Joplin – an open source note taking and to-do application with sync - throwaway3157
https://joplinapp.org/
======
merricksb
Big discussion just 3 months ago:

[https://news.ycombinator.com/item?id=21555238](https://news.ycombinator.com/item?id=21555238)
(368 points, 151 comments)

Also 2 years ago:

[https://news.ycombinator.com/item?id=15815040](https://news.ycombinator.com/item?id=15815040)
(474 points, 206 comments)

------
pololee
I've tried the following:

\- Evernote: didn't support markdown so gave it up

\- OneNote: UI is too much, like PowerPoint. It's not a text-based note app.

\- Quiver: [https://happenapps.com/](https://happenapps.com/) I bought this
app. It's great. I've been using it for a long time. But I gave it up when I
found notion.so. Quiver doesn't allow me to sync multiple notebooks. Under
each notebook, you cannot have a sub-notebook under a notebook (like a folder
inside a folder). It doesn't support global search.

\- SimpleNote: bad UI. The render is buggy.

\- Notion.so: So far it's my favorite. But the desktop app is slow.
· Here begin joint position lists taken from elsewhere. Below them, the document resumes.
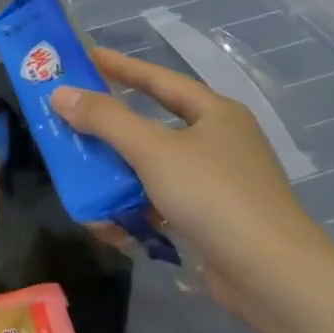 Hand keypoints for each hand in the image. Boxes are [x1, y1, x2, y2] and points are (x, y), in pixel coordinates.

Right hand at [49, 47, 333, 301]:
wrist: (272, 275)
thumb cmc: (213, 195)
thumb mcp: (153, 150)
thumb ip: (105, 120)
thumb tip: (61, 93)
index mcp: (215, 113)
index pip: (159, 79)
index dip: (121, 66)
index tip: (85, 56)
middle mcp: (220, 142)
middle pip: (154, 125)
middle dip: (112, 129)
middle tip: (72, 120)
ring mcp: (219, 183)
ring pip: (155, 168)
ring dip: (119, 176)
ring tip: (83, 179)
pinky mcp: (214, 221)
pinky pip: (164, 203)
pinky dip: (136, 209)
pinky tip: (112, 223)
Especially
for work, I need to take a lot of quick notes.

\- Joplin: quickly tried but gave it up. Slow and bad UI.

\- Notable:
[https://github.com/notable/notable](https://github.com/notable/notable) Nice,
clean UI. The render is fast. A great feature of notable is that it has a
"copy block" button for the code block. I love the feature. But the problem is
I cannot use cmd + w to close the window, it always pops up a confirmation
modal. (IMAO, modal is the worst UI ever invented on this planet.) No updates
recently. I am willing to pay this app if a new version comes out.

\- Fsnotes:
[https://github.com/glushchenko/fsnotes](https://github.com/glushchenko/fsnotes)
Nice, clean UI. But the render is buggy.

\- Bear App: [https://bear.app/](https://bear.app/) Nice clean UI. But the
weird thing is in all the other markdown I've used, "-" is for a list, "[]" is
for a to-do list. But in Bear, "-" is for a to-do list, "*" is for a list.

I ended up paying two apps, Notion for personal stuff, Bear for work.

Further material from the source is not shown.